È vero che si realizza nel Baden Württemberg, dove alcune grandi imprese hanno la loro contrattazione aziedale alternativa e altre ricorrono al salario minimo, però i contratti, tutti i contratti, possiedono un’anima. Una scelta di fondo che ne determina la qualità e la natura innovativa.

Un contratto può chiudere una fase o aprirne una nuova. Può redistribuire o investire sul futuro. E non basta un po’ di work life balance per cambiarne la natura conservativa.

La IG Metall ha perso parecchio smalto in questi anni per evidenti difficoltà a tenere insieme imprese, generazioni, territori e esigenze individuali diverse. Il modello sociale tedesco è in affanno e accusa sempre più difficoltà nella competizione globale.
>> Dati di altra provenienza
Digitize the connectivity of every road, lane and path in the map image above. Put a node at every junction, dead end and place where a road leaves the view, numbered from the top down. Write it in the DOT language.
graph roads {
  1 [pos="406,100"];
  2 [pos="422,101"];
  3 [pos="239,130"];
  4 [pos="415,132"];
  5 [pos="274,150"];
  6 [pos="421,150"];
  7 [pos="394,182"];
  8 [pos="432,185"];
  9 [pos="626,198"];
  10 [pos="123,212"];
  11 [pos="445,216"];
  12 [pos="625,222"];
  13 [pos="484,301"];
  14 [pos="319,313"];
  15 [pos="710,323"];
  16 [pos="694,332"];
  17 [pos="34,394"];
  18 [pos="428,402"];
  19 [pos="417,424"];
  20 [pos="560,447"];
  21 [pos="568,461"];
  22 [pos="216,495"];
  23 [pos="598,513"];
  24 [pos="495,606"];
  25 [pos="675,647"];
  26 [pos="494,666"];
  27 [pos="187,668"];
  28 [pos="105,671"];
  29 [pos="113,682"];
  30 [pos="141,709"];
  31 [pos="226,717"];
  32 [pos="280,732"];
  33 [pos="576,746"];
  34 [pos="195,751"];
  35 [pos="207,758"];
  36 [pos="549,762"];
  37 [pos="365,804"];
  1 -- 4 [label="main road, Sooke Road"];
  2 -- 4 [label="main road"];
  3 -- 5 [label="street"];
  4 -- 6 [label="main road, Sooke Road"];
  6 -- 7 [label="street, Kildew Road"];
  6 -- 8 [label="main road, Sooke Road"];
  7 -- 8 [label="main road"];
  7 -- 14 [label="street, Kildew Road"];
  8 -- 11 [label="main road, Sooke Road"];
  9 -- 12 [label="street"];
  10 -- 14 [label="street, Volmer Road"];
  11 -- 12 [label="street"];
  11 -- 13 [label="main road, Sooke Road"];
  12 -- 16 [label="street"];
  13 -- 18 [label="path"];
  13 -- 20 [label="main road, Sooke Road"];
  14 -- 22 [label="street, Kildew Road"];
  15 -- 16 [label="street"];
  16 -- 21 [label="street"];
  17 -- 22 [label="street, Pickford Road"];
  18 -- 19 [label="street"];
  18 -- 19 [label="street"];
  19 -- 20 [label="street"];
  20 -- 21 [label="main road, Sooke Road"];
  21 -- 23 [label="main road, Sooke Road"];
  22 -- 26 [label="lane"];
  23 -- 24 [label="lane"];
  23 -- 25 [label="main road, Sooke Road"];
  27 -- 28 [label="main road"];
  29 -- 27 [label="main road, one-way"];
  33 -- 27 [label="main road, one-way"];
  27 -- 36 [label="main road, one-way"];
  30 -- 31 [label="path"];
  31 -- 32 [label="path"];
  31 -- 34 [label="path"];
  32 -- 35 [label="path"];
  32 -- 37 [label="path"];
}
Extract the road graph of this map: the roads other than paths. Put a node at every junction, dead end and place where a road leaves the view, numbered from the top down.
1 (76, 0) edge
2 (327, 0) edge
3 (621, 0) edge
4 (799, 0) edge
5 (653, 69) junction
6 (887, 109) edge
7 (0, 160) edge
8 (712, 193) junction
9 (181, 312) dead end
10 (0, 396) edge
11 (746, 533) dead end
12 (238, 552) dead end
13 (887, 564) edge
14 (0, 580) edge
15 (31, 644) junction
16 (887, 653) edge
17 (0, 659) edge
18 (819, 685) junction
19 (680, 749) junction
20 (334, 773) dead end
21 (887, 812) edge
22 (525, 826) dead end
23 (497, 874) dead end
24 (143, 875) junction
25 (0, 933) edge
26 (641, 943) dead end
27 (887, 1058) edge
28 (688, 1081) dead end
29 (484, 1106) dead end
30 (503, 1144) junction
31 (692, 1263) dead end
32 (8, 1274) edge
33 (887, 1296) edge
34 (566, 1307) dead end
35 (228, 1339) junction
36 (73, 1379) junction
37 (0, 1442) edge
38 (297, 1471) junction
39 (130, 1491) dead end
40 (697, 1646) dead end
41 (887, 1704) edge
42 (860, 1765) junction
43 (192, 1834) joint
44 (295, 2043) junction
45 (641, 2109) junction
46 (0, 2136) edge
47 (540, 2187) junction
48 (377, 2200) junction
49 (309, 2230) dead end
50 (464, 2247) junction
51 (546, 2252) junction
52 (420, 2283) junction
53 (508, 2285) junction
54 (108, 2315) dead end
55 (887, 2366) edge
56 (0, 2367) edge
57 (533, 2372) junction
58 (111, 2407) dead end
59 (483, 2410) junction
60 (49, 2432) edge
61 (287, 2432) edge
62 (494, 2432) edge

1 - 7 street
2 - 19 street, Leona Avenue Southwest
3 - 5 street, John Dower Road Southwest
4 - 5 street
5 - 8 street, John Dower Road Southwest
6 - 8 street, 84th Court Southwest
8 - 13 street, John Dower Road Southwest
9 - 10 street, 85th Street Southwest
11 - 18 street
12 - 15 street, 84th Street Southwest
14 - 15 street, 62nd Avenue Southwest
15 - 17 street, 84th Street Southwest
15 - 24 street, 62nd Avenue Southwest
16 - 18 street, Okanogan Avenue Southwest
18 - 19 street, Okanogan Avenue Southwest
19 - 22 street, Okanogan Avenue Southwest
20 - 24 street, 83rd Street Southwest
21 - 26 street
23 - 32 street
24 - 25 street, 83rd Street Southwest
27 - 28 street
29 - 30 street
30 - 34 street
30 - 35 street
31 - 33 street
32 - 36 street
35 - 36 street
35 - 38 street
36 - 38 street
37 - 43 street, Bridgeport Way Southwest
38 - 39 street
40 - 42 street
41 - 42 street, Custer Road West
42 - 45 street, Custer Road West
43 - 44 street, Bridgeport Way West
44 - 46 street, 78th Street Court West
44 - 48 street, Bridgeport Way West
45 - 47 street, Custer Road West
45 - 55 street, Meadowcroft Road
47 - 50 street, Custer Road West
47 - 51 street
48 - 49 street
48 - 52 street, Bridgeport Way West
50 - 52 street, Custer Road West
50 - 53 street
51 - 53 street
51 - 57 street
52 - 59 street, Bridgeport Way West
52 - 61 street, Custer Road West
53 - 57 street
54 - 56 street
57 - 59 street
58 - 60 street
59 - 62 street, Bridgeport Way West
SPD e DGB di cui la IGMetall fa parte, pur su versanti diversi ne stanno pagando un prezzo elevato in termini di consenso. L’individualismo come il populismo spingono altrove la ricerca di risposte.

Un contratto pilota non può non comprendere che le esigenze di competitività delle imprese e le esigenze individuali e collettive dei lavoratori devono trovare nuove sintesi. Non devono solo distribuirne i vantaggi accumulati nel recente passato. Soprattutto quando il livello negoziale è uno solo.

Questo porterà inevitabilmente ad un ulteriore sfarinamento dell’importanza della contrattazione collettiva tedesca. Purtroppo già evidente.

Ed è anche per questo che preferisco lo sforzo di Federmeccanica e FIM/FIOM/UILM nel loro contratto nazionale. Qui vedo la discesa in campo di una impresa moderna che accetta la sfida del sindacato, la rilancia mettendo al centro il lavoratore, il suo sviluppo professionale e il suo contributo alla crescita, alla realizzazione degli obiettivi di business, ne promuove il welfare dedicato ma anche forme di work life balance.

Il futuro dei modelli contrattuali è proprio nella capacità di coniugare interessi collettivi e individuali costruiti sul posto di lavoro con tecnica sartoriale. Da qui un modello contrattuale per l’industria metalmeccanica che prevede un contratto collettivo nazionale che fissa la cornice di garanzia e la contrattazione aziendale o territoriale o di rete, che garantisce un equilibrio complessivo.

Il contratto firmato dai metalmeccanici italiani è, ovviamente, solo un primo passo. Altri ce ne dovranno essere per realizzare concretamente quel risultato. Ma il primo passo è nella direzione giusta.

Quello tedesco mi sembra importante essenzialmente sul piano redistributivo. Però il vantaggio del sindacalismo tedesco rispetto a quello italiano che ne vorrebbe prendere solo alcuni aspetti è comunque nel saper comprendere che sono la condizione di salute delle imprese e del sistema circostante la vera differenza su cui innestare la propria iniziativa. Questo, nonostante tutto, è rimasto, fortunatamente.

Mi sarei però aspettato più idee e meno timidezza dal fronte imprenditoriale tedesco in termini di innovazione e flessibilità e visione del futuro perché il contratto si fa in due. Da qui i miei dubbi. Tutto qua.